- WHAT IS BEING ASKED -
Set down again each entry exactly as it reads, pictures excluded.

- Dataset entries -
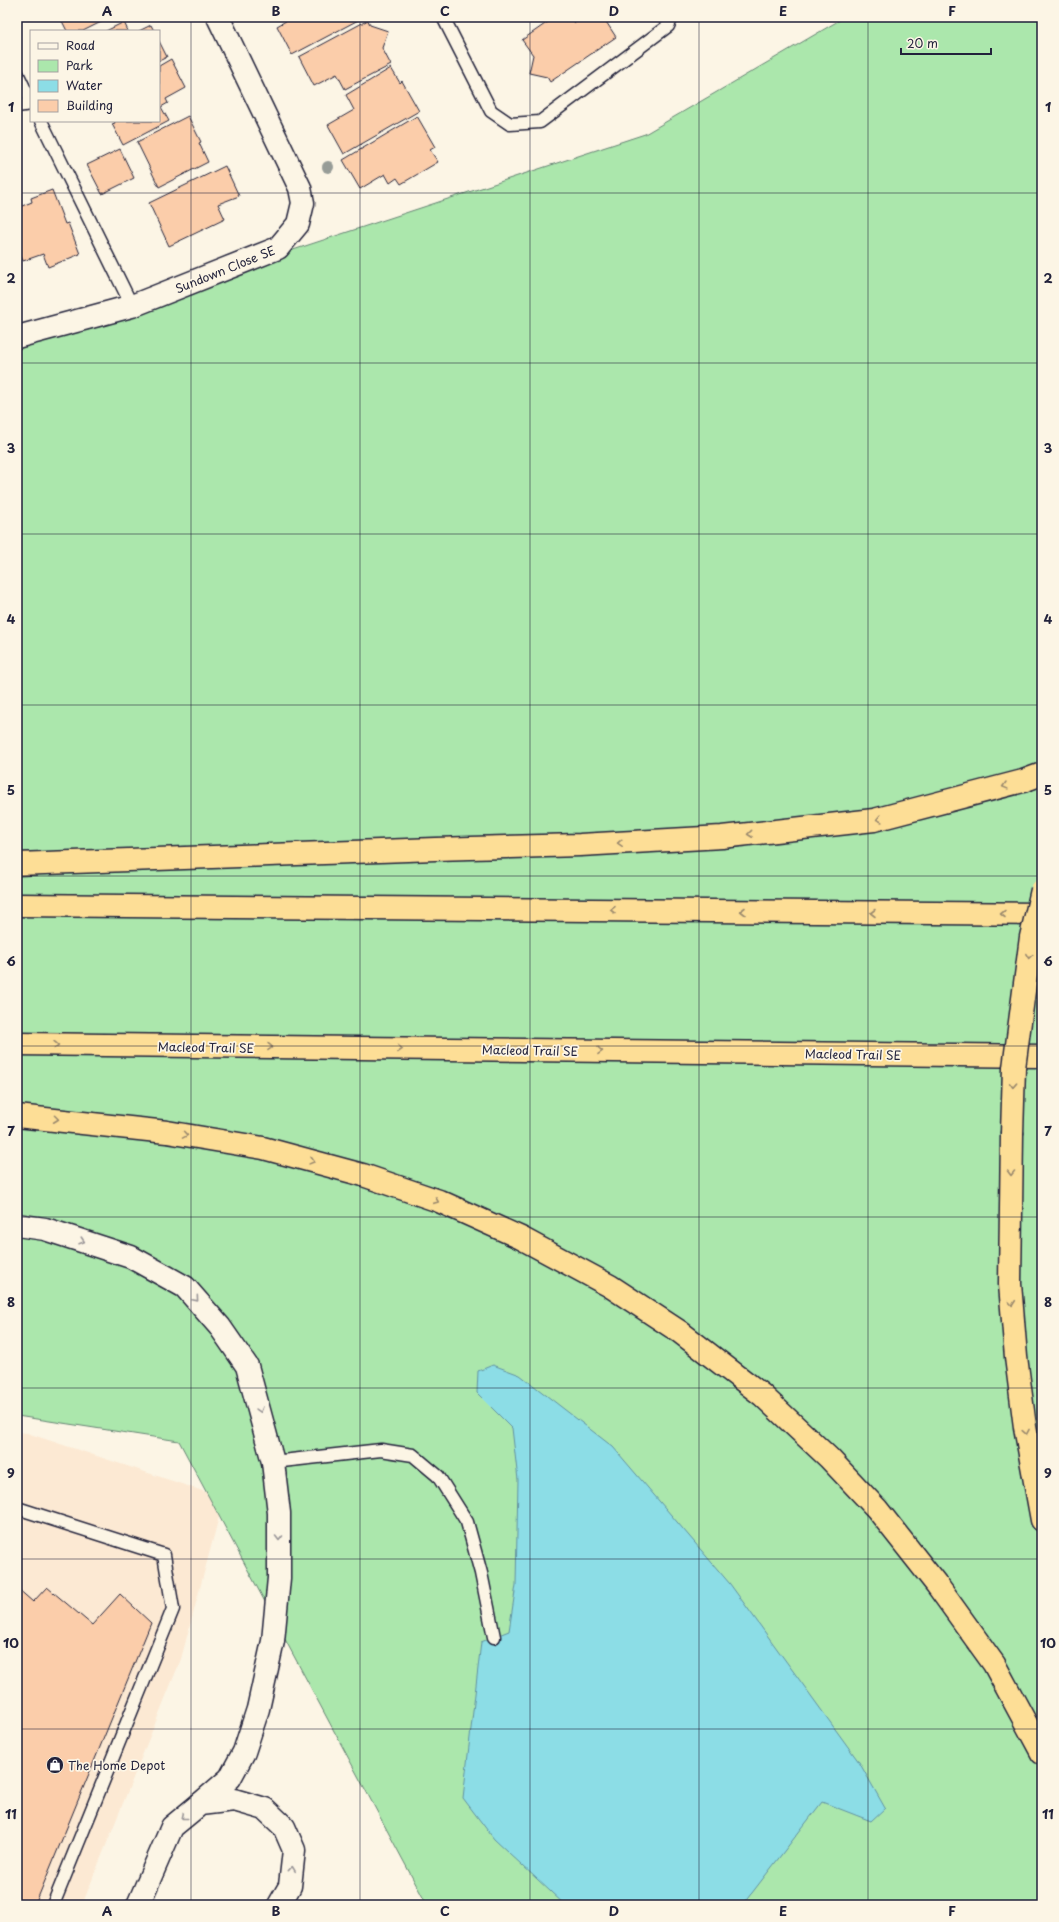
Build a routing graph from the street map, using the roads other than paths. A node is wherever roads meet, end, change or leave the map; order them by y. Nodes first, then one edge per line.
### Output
1 (218, 17) edge
2 (443, 17) edge
3 (672, 17) edge
4 (17, 73) edge
5 (30, 101) edge
6 (30, 103) edge
7 (17, 106) edge
8 (40, 122) edge
9 (132, 306) junction
10 (17, 337) edge
11 (1042, 774) edge
12 (17, 864) edge
13 (1042, 890) edge
14 (17, 905) edge
15 (1042, 914) edge
16 (17, 1044) edge
17 (1042, 1056) edge
18 (17, 1116) edge
19 (17, 1225) edge
20 (273, 1462) junction
21 (17, 1508) edge
22 (1042, 1520) edge
23 (494, 1637) dead end
24 (1042, 1753) edge
25 (200, 1804) junction
26 (53, 1905) edge
27 (138, 1905) edge
28 (279, 1905) edge

1 - 9 street, Sundown Close SE
2 - 3 lane
4 - 5 lane
6 - 7 lane
8 - 9 lane
9 - 10 street, Sundown Close SE
11 -> 12 highway
13 -> 22 highway, bridge
15 -> 14 highway
16 -> 17 highway, Macleod Trail SE
18 -> 24 highway
19 -> 20 street
20 - 23 lane
20 -> 25 street
21 - 26 lane
25 -> 27 street
28 -> 25 street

- RESPONSE BELOW -
Build a routing graph from the street map, using the roads other than paths. A node is wherever roads meet, end, change or leave the map; order them by y. Nodes first, then one edge per line.
### Output
1 (218, 17) edge
2 (443, 17) edge
3 (672, 17) edge
4 (17, 73) edge
5 (30, 101) edge
6 (30, 103) edge
7 (17, 106) edge
8 (40, 122) edge
9 (132, 306) junction
10 (17, 337) edge
11 (1042, 774) edge
12 (17, 864) edge
13 (1042, 890) edge
14 (17, 905) edge
15 (1042, 914) edge
16 (17, 1044) edge
17 (1042, 1056) edge
18 (17, 1116) edge
19 (17, 1225) edge
20 (273, 1462) junction
21 (17, 1508) edge
22 (1042, 1520) edge
23 (494, 1637) dead end
24 (1042, 1753) edge
25 (200, 1804) junction
26 (53, 1905) edge
27 (138, 1905) edge
28 (279, 1905) edge

1 - 9 street, Sundown Close SE
2 - 3 lane
4 - 5 lane
6 - 7 lane
8 - 9 lane
9 - 10 street, Sundown Close SE
11 -> 12 highway
13 -> 22 highway, bridge
15 -> 14 highway
16 -> 17 highway, Macleod Trail SE
18 -> 24 highway
19 -> 20 street
20 - 23 lane
20 -> 25 street
21 - 26 lane
25 -> 27 street
28 -> 25 street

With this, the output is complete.